- _EXERCISE_:
Images stay out. Everything else in the records is repeated exactly.

- _EXERCISE INPUT_:
-.-.-

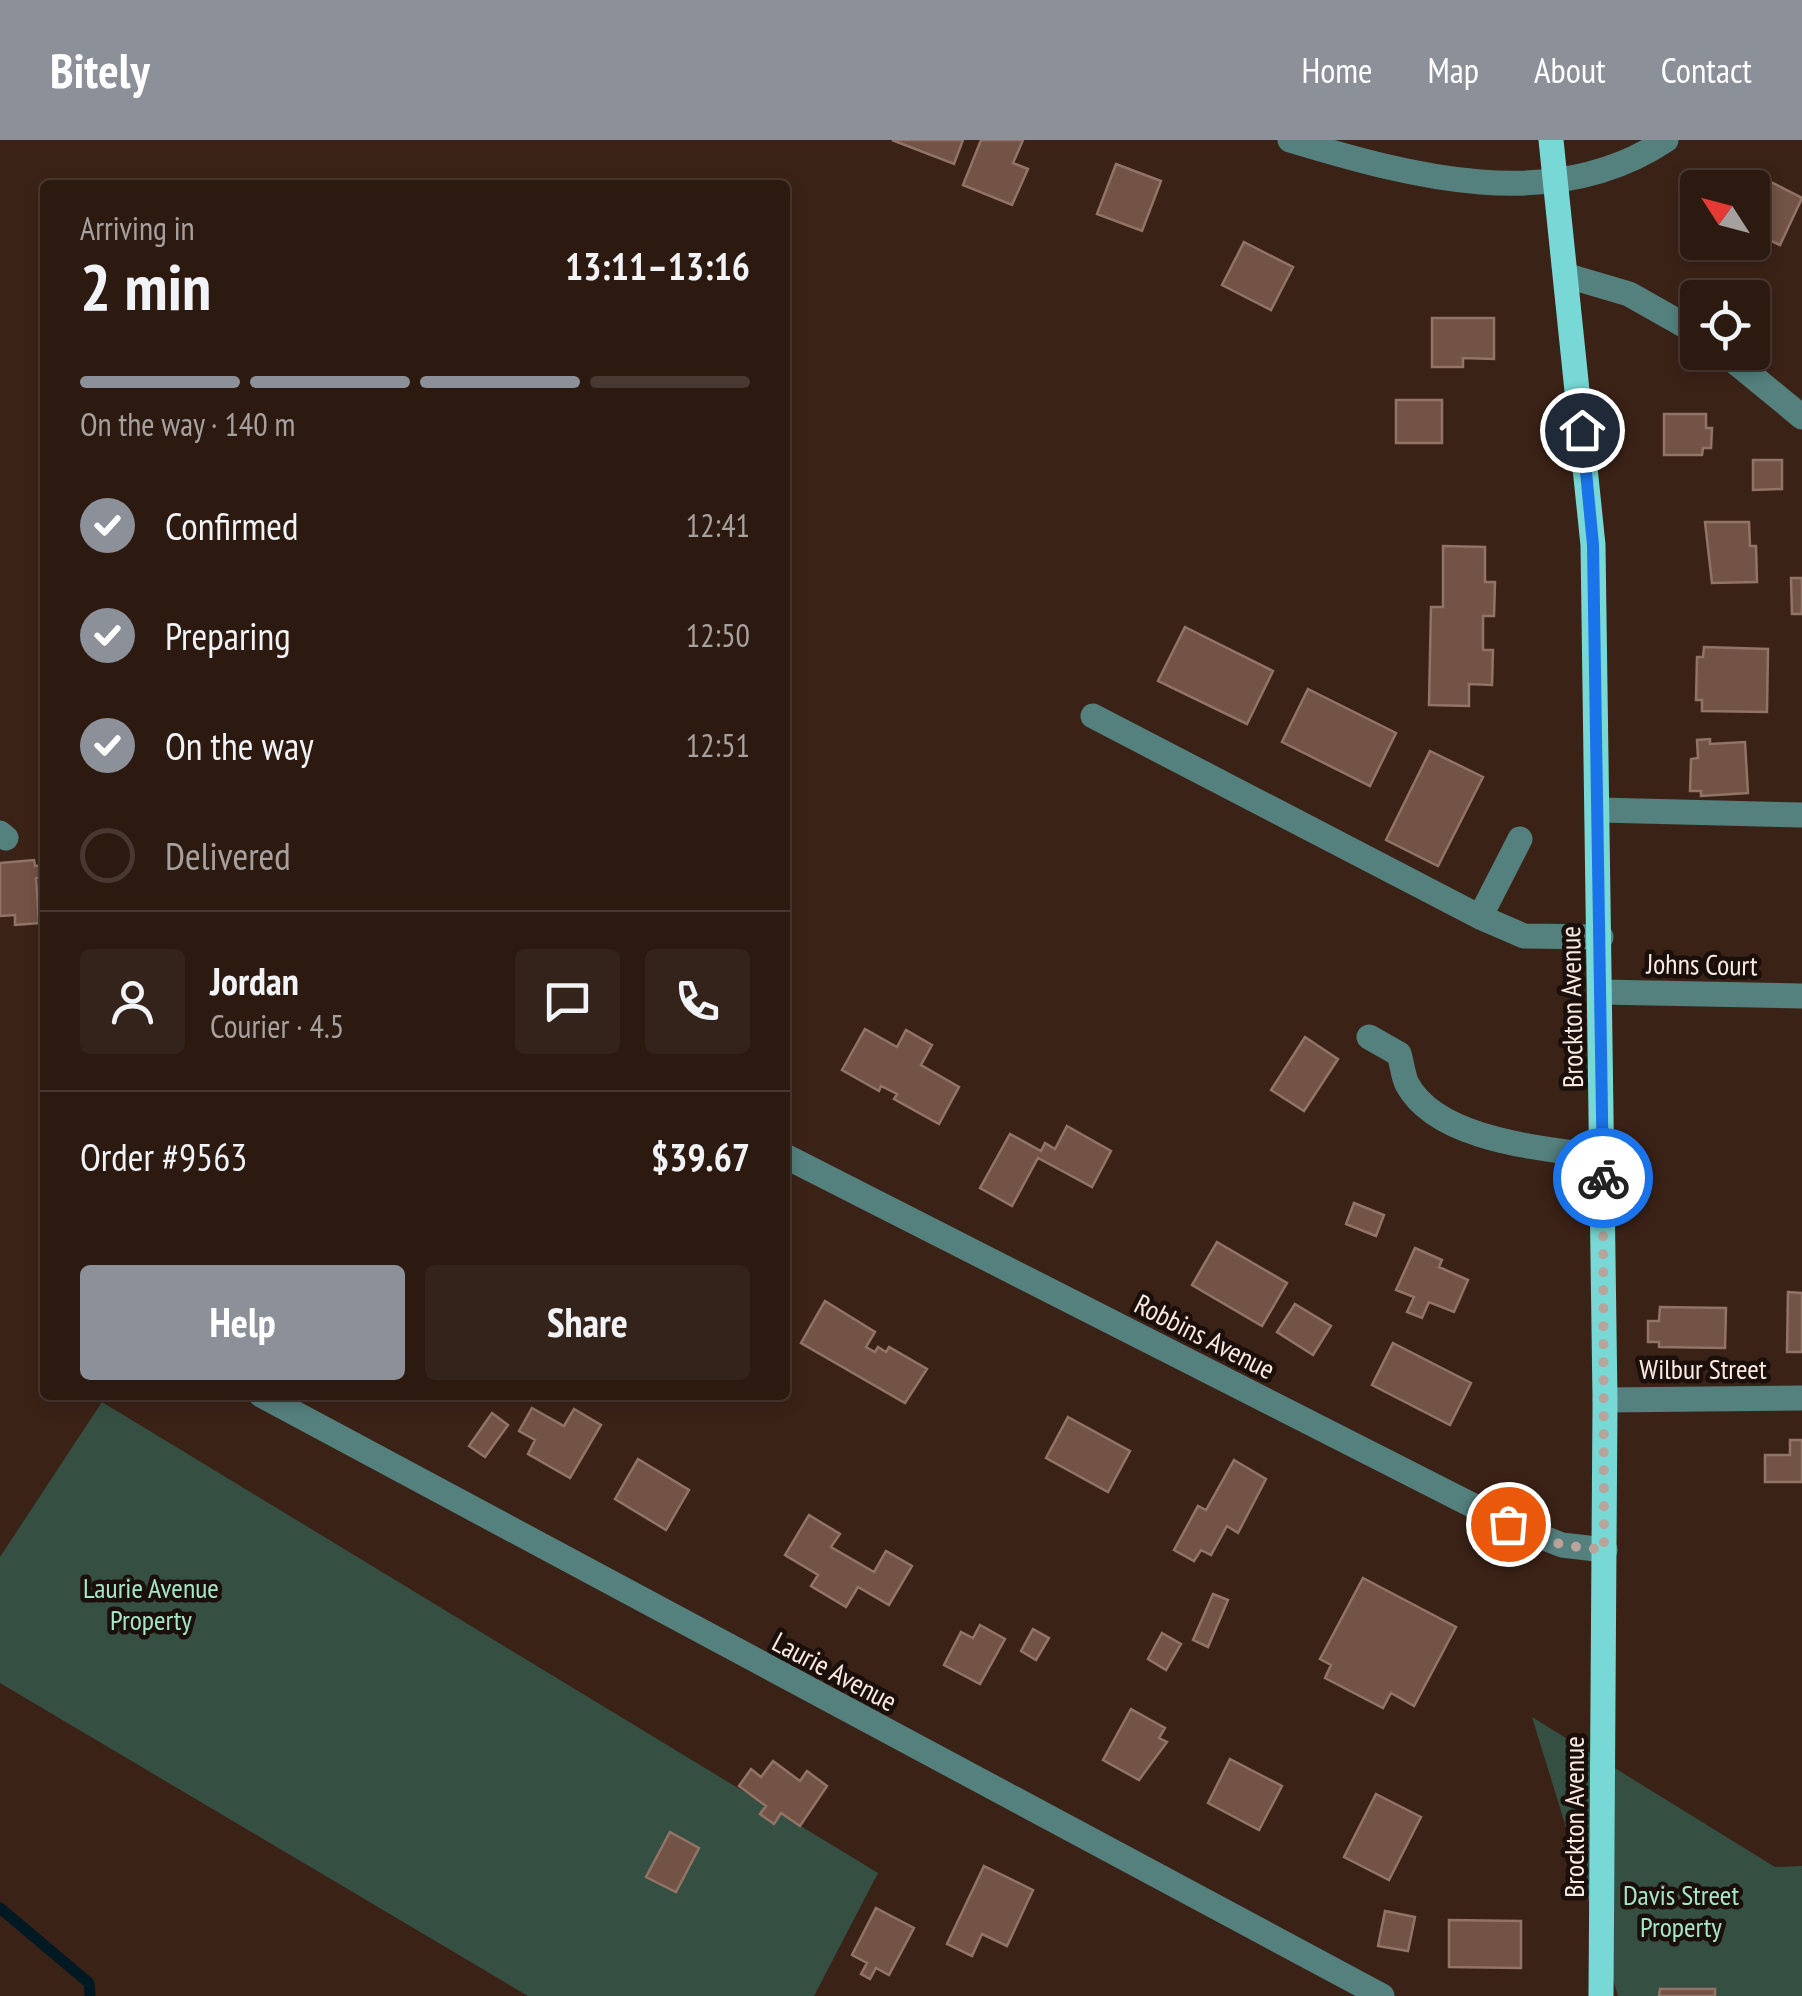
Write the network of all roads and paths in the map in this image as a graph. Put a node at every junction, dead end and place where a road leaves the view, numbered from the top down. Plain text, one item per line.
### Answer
1 (1290, 140) edge
2 (1550, 140) edge
3 (1666, 140) edge
4 (1556, 182) junction
5 (1568, 276) junction
6 (1680, 324) edge
7 (1745, 370) edge
8 (1802, 417) edge
9 (1093, 716) dead end
10 (1600, 810) junction
11 (1802, 815) edge
12 (1520, 838) dead end
13 (1480, 918) junction
14 (1600, 937) junction
15 (1601, 992) junction
16 (1802, 996) edge
17 (1369, 1037) dead end
18 (1603, 1157) junction
19 (790, 1159) edge
20 (1802, 1398) edge
21 (270, 1400) edge
22 (1605, 1400) junction
23 (1604, 1550) junction
24 (1382, 1996) edge
25 (1602, 1996) edge

1 - 4 street
2 - 4 main road, Brockton Avenue
3 - 4 street
4 - 5 main road, Brockton Avenue
5 - 6 street
5 - 10 main road, Brockton Avenue
7 - 8 street
9 - 13 street
10 - 11 street
10 - 14 main road, Brockton Avenue
12 - 13 street
13 - 14 street
14 - 15 main road, Brockton Avenue
15 - 16 street, Johns Court
15 - 18 main road, Brockton Avenue
17 - 18 street
18 - 22 main road, Brockton Avenue
19 - 23 street, Robbins Avenue
20 - 22 street, Wilbur Street
21 - 24 street, Laurie Avenue
22 - 23 main road, Brockton Avenue
23 - 25 main road, Brockton Avenue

-.-.-

- _ANSWER BELOW_:
Write the network of all roads and paths in the map in this image as a graph. Put a node at every junction, dead end and place where a road leaves the view, numbered from the top down. Plain text, one item per line.
### Answer
1 (1290, 140) edge
2 (1550, 140) edge
3 (1666, 140) edge
4 (1556, 182) junction
5 (1568, 276) junction
6 (1680, 324) edge
7 (1745, 370) edge
8 (1802, 417) edge
9 (1093, 716) dead end
10 (1600, 810) junction
11 (1802, 815) edge
12 (1520, 838) dead end
13 (1480, 918) junction
14 (1600, 937) junction
15 (1601, 992) junction
16 (1802, 996) edge
17 (1369, 1037) dead end
18 (1603, 1157) junction
19 (790, 1159) edge
20 (1802, 1398) edge
21 (270, 1400) edge
22 (1605, 1400) junction
23 (1604, 1550) junction
24 (1382, 1996) edge
25 (1602, 1996) edge

1 - 4 street
2 - 4 main road, Brockton Avenue
3 - 4 street
4 - 5 main road, Brockton Avenue
5 - 6 street
5 - 10 main road, Brockton Avenue
7 - 8 street
9 - 13 street
10 - 11 street
10 - 14 main road, Brockton Avenue
12 - 13 street
13 - 14 street
14 - 15 main road, Brockton Avenue
15 - 16 street, Johns Court
15 - 18 main road, Brockton Avenue
17 - 18 street
18 - 22 main road, Brockton Avenue
19 - 23 street, Robbins Avenue
20 - 22 street, Wilbur Street
21 - 24 street, Laurie Avenue
22 - 23 main road, Brockton Avenue
23 - 25 main road, Brockton Avenue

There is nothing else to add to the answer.